過去に解毒薬を盗み出そうとした輩もいたが、その人物の末路は悲惨であり、全身の四肢を引き裂かれた。その後、死骸の処理はここの拠点の暗殺者に行わせた。もしも自分達に逆らえばこうなるのだと思い知らせ、改めて白面がどれほど恐ろしい組織なのかを思い知らされた。


「……そう言えば次の解毒薬が届く日はいつだっけ?」
「さあな……ここにいると時間の感覚がおかしくなっちまうからな」
「この間、やったばかりのような気がするが……」


解毒薬が送り込まれる日は決まってはおらず、早い時は前回の一週間後に訪れる事もあった。毎回、王都の本部から解毒薬が送り込まれるのだけは間違いなく、研究員たちはどうにか解毒薬を盗む方法を考えていたが、もうそれも難しい。


「そういえばあいつ……幹部の名前、何だっけ?」
「あのの事か……」
「不気味な奴だよな……それにあいつが従えている奴もな」


黒仮面とはこの場所に解毒薬を届ける幹部の渾名であり、文字通りに幹部は何故か黒色の仮面を被っていた。白面はほぼ全員が白い仮面を身に付けているのに対し、幹部は黒い仮面の装着を義務付けられている。
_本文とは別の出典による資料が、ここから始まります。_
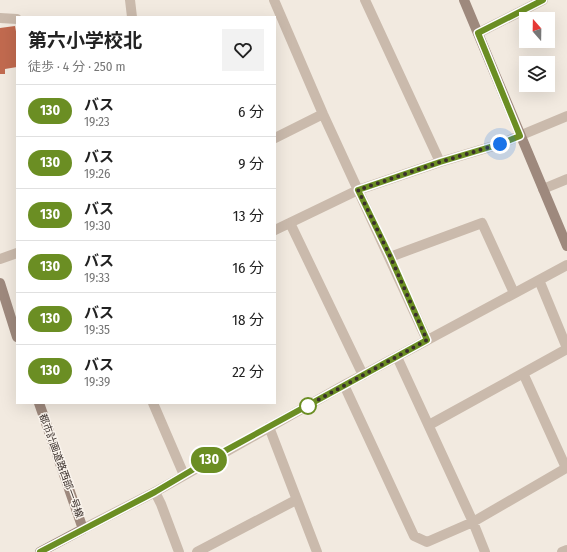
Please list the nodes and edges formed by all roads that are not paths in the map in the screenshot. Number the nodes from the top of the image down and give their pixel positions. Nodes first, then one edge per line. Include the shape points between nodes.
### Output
1 (130, 0) edge
2 (274, 0) edge
3 (365, 0) edge
4 (464, 0) edge
5 (543, 0) edge
6 (528, 4) edge
7 (132, 16) edge
8 (0, 18) edge
9 (16, 19) edge
10 (478, 33) junction
11 (323, 114) junction
12 (567, 116) edge
13 (520, 136) junction
14 (276, 138) edge
15 (440, 162) junction
16 (567, 179) edge
17 (358, 190) junction
18 (543, 190) junction
19 (290, 223) junction
20 (276, 230) edge
21 (567, 246) edge
22 (16, 253) edge
23 (390, 256) junction
24 (0, 259) edge
25 (567, 265) edge
26 (539, 280) junction
27 (0, 283) edge
28 (514, 293) junction
29 (16, 334) edge
30 (427, 340) junction
31 (567, 349) edge
32 (398, 357) junction
33 (524, 373) junction
34 (363, 375) junction
35 (344, 385) junction
36 (38, 404) edge
37 (153, 404) edge
38 (429, 425) junction
39 (269, 427) junction
40 (566, 468) edge
41 (184, 475) junction
42 (155, 492) junction
43 (296, 500) junction
44 (473, 522) junction
45 (83, 529) junction
46 (567, 550) edge
47 (40, 552) edge
48 (179, 552) edge
49 (197, 552) edge
50 (317, 552) edge
51 (485, 552) edge
52 (562, 552) edge

1 - 7 street
2 - 11 street
3 - 15 street
4 - 10 street
5 - 6 street
6 - 10 street
8 - 9 street
10 - 13 street
11 - 14 street
11 - 17 street
12 - 13 street
13 - 15 street
13 - 18 street
15 - 17 street
16 - 18 street
17 - 19 street
17 - 23 street
18 - 21 street
19 - 20 street
19 - 34 street
22 - 24 street
23 - 28 street via 482,223
23 - 30 street
25 - 26 street
26 - 28 street
26 - 31 street
27 - 29 street
28 - 30 street
30 - 32 street
31 - 33 street
32 - 34 street
32 - 38 street
33 - 38 street
33 - 40 street
34 - 35 street
35 - 39 street
35 - 44 street via 414,536 427,542
36 - 45 street, 都市計画道路西部一号線
37 - 41 street
38 - 44 street
39 - 41 street
39 - 43 street
40 - 44 street
41 - 42 street
42 - 45 street
42 - 48 street
43 - 49 street
43 - 50 street
44 - 51 street
45 - 47 street
46 - 52 street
20年前の白面は全員が白色の仮面に統一されていたが、現代の白面は組織系統が異なり、実を言えばここに存在する白面はただの末端隊員に過ぎない。王都には白面の幹部が存在するはずであり、彼等の事は研究員たちも恐れていた。


「あいつ、不気味だよな」
「そうだな……」
「……もしもあいつが戻ってきたら、あのガキはどうなるかな?」
「さあな……」
「……随分と若かったな、まだ子供じゃないのか?」
「俺のガキも……あいつぐらいの年齢なんだよな」
「……会いたいな、家族に」


研究員たちには家族が存在し、今も外の世界で自分達を待っていると信じていた。だからこそ彼等は何としても解毒薬を作り出して助かりたいと思っていたが、その希望も潰えてしまうのかと嘆く。

しかし、この後に起きる出来事で彼等の人生は大きく変わる事を今の時点では想像できなかった。